DENDAM ARWAH SANG JANDA BAGIAN 6
EPISODE 6
Tadi suaminya berpamitan untuk menebang beberapa pohon kelapa di luar kota. Suami Mbak Ning memang berprofesi sebagai penebang sekaligus penjual kayu, khususnya kayu gelugu atau batang kelapa. Sang suami mengatakan kalau ada pohon kelapa tua yang tumbuh bagus. Daripada pohon itu dibeli orang lain maka suami Mbak Ning lebih dulu menemui pemilik pohon.
****
Mbak Ning melihat ke arah jam dinding, sudah pukul 15.00,
tapi suaminya belum pulang juga, mungkin banyak sekali pohon yang harus
dipotong. Dia pun segera merampungkan masakannya, ia berharap ketika suaminya
pulang masakan sudah jadi.
Mbak Neng seperti merasakan mual yang luar biasa, bukan
karena ia sedang hamil atau tidak enak badan, mual itu ia rasakan setelah
mencicipi masakannya sendiri. Masakan itu ia rasakan sangat amis melebihi
amisnya ikan laut, amis benar-benar amis, layaknya darah.
Bersamaan dengan itu burung kedasih kembali berkicau.
****
Di tempat kerjanya.
Suami Mbak Ning tersenyum girang.

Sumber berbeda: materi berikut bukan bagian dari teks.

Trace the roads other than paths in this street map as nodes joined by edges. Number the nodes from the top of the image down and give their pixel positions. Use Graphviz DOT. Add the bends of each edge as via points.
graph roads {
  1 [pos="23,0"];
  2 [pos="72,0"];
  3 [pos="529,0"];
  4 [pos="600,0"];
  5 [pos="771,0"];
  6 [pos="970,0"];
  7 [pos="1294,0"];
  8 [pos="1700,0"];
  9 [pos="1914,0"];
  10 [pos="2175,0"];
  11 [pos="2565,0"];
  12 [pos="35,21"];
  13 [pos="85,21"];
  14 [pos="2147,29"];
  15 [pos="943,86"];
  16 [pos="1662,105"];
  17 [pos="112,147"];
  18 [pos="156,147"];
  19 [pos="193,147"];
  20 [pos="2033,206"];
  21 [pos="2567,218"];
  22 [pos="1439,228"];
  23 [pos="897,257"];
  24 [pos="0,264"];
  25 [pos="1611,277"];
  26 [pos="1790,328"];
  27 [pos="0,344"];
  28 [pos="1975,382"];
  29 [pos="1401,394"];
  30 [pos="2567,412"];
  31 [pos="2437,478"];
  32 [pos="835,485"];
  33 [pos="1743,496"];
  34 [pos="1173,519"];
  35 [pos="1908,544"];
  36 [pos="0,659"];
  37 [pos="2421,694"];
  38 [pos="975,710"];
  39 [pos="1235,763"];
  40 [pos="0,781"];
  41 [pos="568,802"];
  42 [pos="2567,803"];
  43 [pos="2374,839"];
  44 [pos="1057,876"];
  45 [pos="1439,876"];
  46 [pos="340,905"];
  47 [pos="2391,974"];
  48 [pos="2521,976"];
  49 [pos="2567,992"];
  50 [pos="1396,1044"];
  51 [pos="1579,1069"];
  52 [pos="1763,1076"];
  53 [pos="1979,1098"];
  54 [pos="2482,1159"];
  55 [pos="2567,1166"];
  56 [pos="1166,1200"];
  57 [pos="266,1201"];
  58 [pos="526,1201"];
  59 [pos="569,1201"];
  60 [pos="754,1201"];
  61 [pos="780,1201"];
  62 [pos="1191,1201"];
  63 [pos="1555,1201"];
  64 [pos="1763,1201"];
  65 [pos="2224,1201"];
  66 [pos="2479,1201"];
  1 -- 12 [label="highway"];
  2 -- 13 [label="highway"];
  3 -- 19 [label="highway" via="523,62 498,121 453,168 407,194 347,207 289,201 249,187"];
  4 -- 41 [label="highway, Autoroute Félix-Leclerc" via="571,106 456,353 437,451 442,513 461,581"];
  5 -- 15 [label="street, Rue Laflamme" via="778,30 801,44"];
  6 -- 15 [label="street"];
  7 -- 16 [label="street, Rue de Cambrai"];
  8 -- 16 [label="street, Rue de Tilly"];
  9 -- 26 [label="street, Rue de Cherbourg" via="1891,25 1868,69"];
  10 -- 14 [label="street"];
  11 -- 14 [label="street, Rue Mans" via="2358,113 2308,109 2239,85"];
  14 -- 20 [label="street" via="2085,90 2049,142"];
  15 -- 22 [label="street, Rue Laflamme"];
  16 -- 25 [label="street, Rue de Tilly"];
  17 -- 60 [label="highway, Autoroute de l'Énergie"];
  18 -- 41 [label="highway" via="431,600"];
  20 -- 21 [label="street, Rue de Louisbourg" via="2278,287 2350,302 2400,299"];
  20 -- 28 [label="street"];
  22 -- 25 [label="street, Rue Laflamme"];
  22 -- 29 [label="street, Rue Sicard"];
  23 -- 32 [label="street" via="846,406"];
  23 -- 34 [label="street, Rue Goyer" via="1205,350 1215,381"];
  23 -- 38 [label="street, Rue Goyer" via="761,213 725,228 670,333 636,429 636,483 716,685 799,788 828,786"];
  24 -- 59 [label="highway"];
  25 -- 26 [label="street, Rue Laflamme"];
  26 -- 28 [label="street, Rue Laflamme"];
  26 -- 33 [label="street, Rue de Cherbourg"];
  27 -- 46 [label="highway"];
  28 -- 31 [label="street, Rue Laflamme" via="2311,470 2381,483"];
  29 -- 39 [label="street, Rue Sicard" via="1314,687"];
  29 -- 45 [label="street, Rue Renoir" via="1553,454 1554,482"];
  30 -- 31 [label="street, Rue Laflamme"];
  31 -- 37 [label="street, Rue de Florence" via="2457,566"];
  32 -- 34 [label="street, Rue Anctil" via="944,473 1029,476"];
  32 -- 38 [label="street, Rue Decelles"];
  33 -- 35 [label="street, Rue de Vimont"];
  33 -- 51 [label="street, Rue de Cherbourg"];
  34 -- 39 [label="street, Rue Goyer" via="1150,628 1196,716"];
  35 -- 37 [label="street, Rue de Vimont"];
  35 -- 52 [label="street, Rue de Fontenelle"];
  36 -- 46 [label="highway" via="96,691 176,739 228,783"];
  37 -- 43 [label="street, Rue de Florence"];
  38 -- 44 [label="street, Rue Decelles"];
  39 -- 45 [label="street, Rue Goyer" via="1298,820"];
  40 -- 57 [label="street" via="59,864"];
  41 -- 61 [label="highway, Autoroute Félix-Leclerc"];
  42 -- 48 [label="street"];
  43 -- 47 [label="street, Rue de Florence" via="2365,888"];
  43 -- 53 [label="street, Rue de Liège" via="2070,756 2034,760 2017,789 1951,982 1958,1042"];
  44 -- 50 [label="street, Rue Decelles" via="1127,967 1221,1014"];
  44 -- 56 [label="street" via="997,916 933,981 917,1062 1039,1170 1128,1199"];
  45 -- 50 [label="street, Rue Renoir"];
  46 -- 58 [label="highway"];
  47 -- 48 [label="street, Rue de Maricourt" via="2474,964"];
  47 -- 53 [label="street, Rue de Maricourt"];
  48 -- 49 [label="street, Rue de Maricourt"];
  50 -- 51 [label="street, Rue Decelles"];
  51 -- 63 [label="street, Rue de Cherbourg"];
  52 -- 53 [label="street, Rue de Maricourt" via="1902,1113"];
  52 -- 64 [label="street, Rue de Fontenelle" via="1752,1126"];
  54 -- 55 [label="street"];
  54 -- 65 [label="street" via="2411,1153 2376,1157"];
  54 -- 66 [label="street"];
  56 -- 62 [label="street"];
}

Bagaimana tidak,
pohon-pohon kelapa yang ia tebang benar-benar berumur tua. Seratnya sudah
sangat menghitam. Terbayang berapa keuntungan yang akan ia dapatkan.

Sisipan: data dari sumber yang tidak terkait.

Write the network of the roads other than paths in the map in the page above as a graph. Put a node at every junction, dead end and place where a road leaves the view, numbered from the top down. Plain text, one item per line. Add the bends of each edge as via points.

Pekerjaannya menyisakan satu pohon lagi, pohon itu tumbuhnya
tegak lurus, benar-benar istimewa.
Suami Mbak Ning beserta dua orang pembantunya pun bersiap
dengan tali tambangnya.
Melihat kedua orang yang membantunya sudah terlihat loyo,
suami Mbak Ning pun tampak mencak-mencak.
Dengan kasar ia ambil alih gergaji mesin yang sudah dipegang
pembantunya. Di sini terlihatlah bahwa suami Mbak Ning memang sangat
profesional di bidangnya.
Ngengggg! Ngenggg!
Pohon pun roboh tepat di tempat yang sudah diperkirakan.
Bruk!
Suami Mbak Ning sudah mulai memotong kayu.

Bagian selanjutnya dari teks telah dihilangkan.